══ TASK INPUT
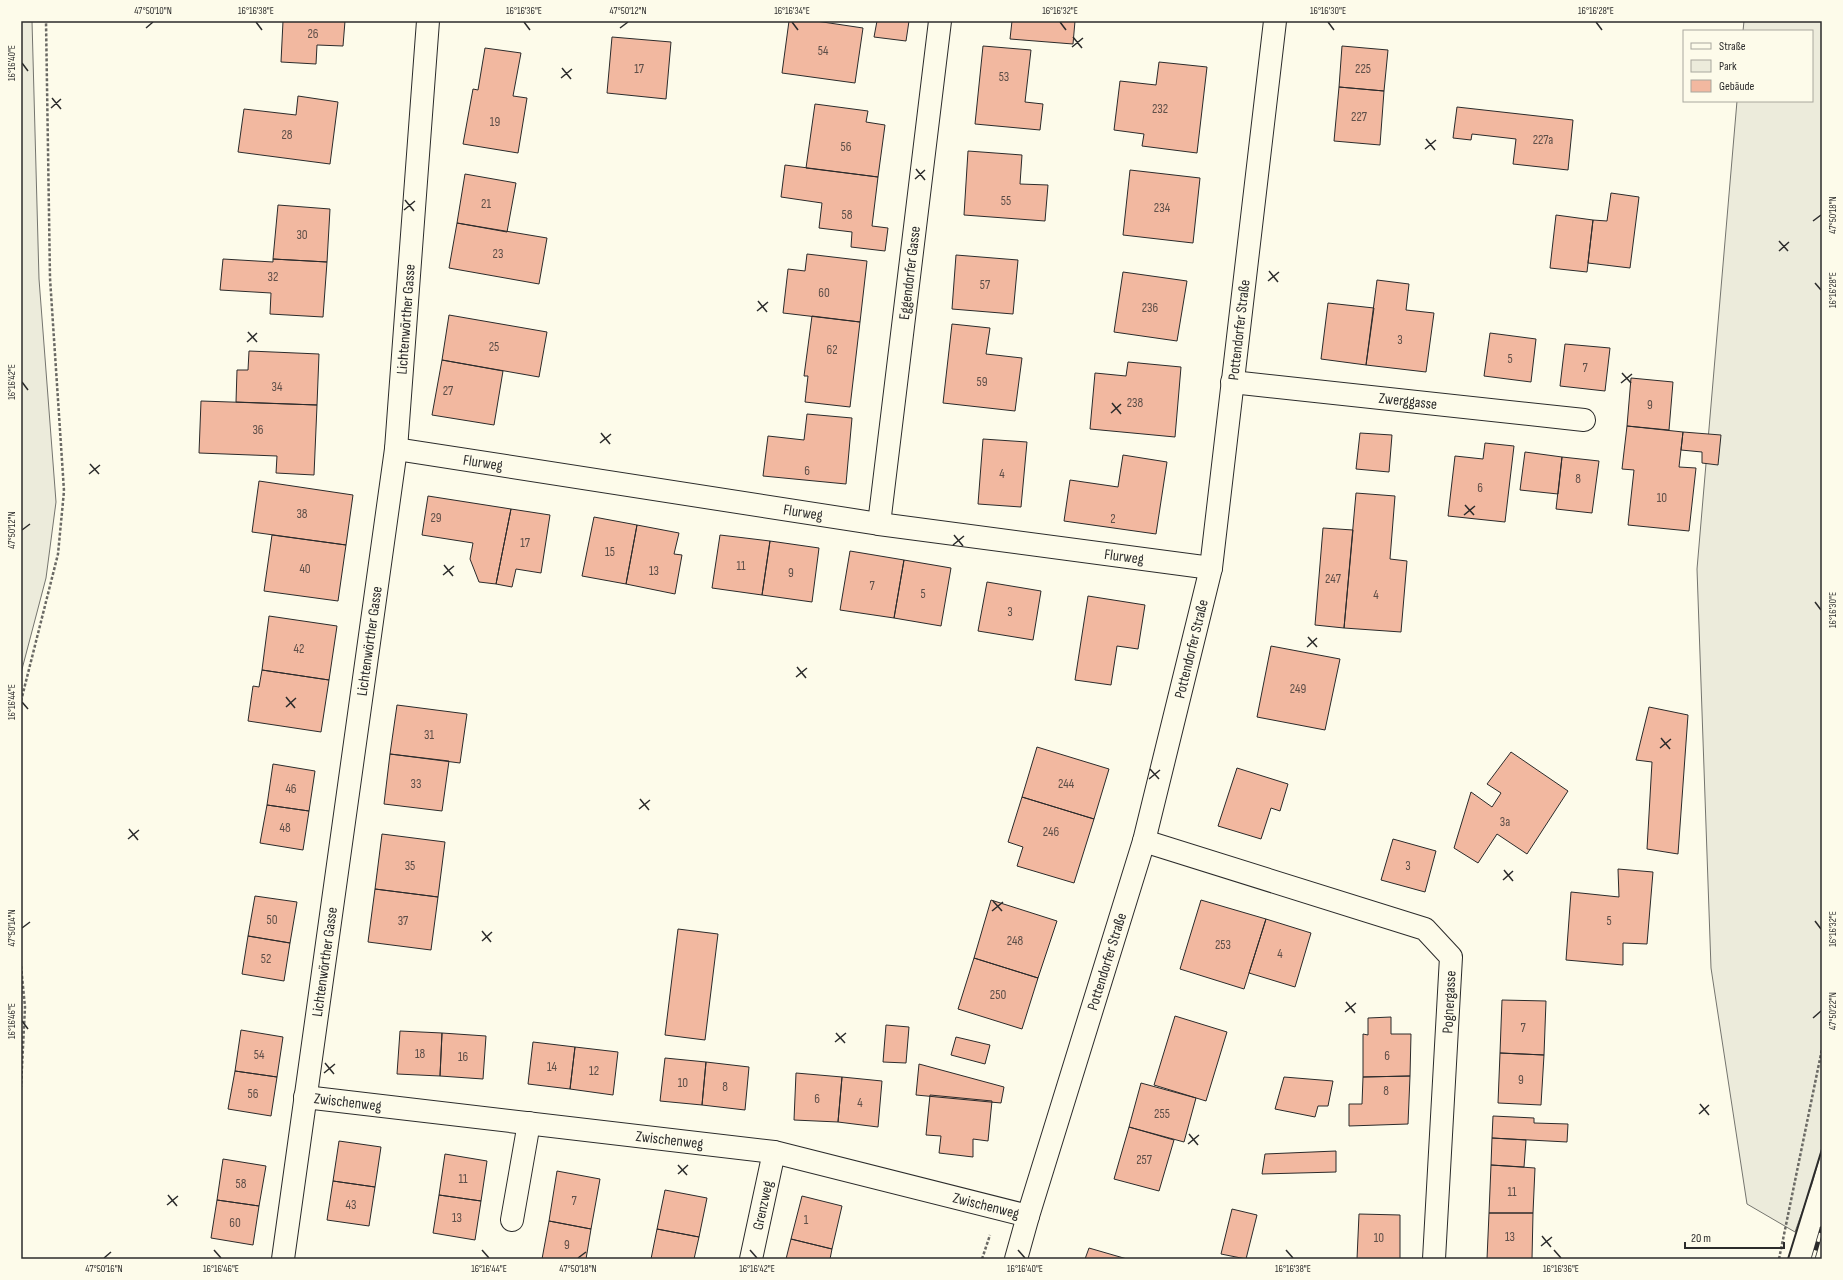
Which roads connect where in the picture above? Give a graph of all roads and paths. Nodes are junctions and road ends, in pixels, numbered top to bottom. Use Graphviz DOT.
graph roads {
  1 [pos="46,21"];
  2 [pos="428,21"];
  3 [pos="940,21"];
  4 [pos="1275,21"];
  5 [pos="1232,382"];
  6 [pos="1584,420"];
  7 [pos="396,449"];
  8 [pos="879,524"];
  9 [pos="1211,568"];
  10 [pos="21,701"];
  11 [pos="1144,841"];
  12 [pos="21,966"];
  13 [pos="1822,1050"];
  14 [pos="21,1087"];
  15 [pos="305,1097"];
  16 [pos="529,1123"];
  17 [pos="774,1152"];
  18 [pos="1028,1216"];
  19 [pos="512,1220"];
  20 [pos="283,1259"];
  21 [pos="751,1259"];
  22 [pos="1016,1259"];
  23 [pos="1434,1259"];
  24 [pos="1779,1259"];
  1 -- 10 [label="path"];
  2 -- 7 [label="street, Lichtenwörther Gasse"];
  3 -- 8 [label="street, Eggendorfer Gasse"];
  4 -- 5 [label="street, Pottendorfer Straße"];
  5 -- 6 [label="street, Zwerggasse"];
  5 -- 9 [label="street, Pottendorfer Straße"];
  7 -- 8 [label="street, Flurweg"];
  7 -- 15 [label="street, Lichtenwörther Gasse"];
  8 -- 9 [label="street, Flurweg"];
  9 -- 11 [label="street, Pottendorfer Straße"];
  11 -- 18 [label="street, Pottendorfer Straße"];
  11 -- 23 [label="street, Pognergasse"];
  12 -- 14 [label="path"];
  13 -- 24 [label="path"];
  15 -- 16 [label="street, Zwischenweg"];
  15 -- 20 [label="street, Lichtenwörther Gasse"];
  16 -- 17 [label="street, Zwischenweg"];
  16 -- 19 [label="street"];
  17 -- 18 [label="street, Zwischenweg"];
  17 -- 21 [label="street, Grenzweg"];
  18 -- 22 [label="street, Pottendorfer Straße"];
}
════
■ EXERCISE BRIEF ■
Reproduce each entry precisely, dropping only the pictures.

■ EXPECTED ANSWER ■
Which roads connect where in the picture above? Give a graph of all roads and paths. Nodes are junctions and road ends, in pixels, numbered top to bottom. Use Graphviz DOT.
graph roads {
  1 [pos="46,21"];
  2 [pos="428,21"];
  3 [pos="940,21"];
  4 [pos="1275,21"];
  5 [pos="1232,382"];
  6 [pos="1584,420"];
  7 [pos="396,449"];
  8 [pos="879,524"];
  9 [pos="1211,568"];
  10 [pos="21,701"];
  11 [pos="1144,841"];
  12 [pos="21,966"];
  13 [pos="1822,1050"];
  14 [pos="21,1087"];
  15 [pos="305,1097"];
  16 [pos="529,1123"];
  17 [pos="774,1152"];
  18 [pos="1028,1216"];
  19 [pos="512,1220"];
  20 [pos="283,1259"];
  21 [pos="751,1259"];
  22 [pos="1016,1259"];
  23 [pos="1434,1259"];
  24 [pos="1779,1259"];
  1 -- 10 [label="path"];
  2 -- 7 [label="street, Lichtenwörther Gasse"];
  3 -- 8 [label="street, Eggendorfer Gasse"];
  4 -- 5 [label="street, Pottendorfer Straße"];
  5 -- 6 [label="street, Zwerggasse"];
  5 -- 9 [label="street, Pottendorfer Straße"];
  7 -- 8 [label="street, Flurweg"];
  7 -- 15 [label="street, Lichtenwörther Gasse"];
  8 -- 9 [label="street, Flurweg"];
  9 -- 11 [label="street, Pottendorfer Straße"];
  11 -- 18 [label="street, Pottendorfer Straße"];
  11 -- 23 [label="street, Pognergasse"];
  12 -- 14 [label="path"];
  13 -- 24 [label="path"];
  15 -- 16 [label="street, Zwischenweg"];
  15 -- 20 [label="street, Lichtenwörther Gasse"];
  16 -- 17 [label="street, Zwischenweg"];
  16 -- 19 [label="street"];
  17 -- 18 [label="street, Zwischenweg"];
  17 -- 21 [label="street, Grenzweg"];
  18 -- 22 [label="street, Pottendorfer Straße"];
}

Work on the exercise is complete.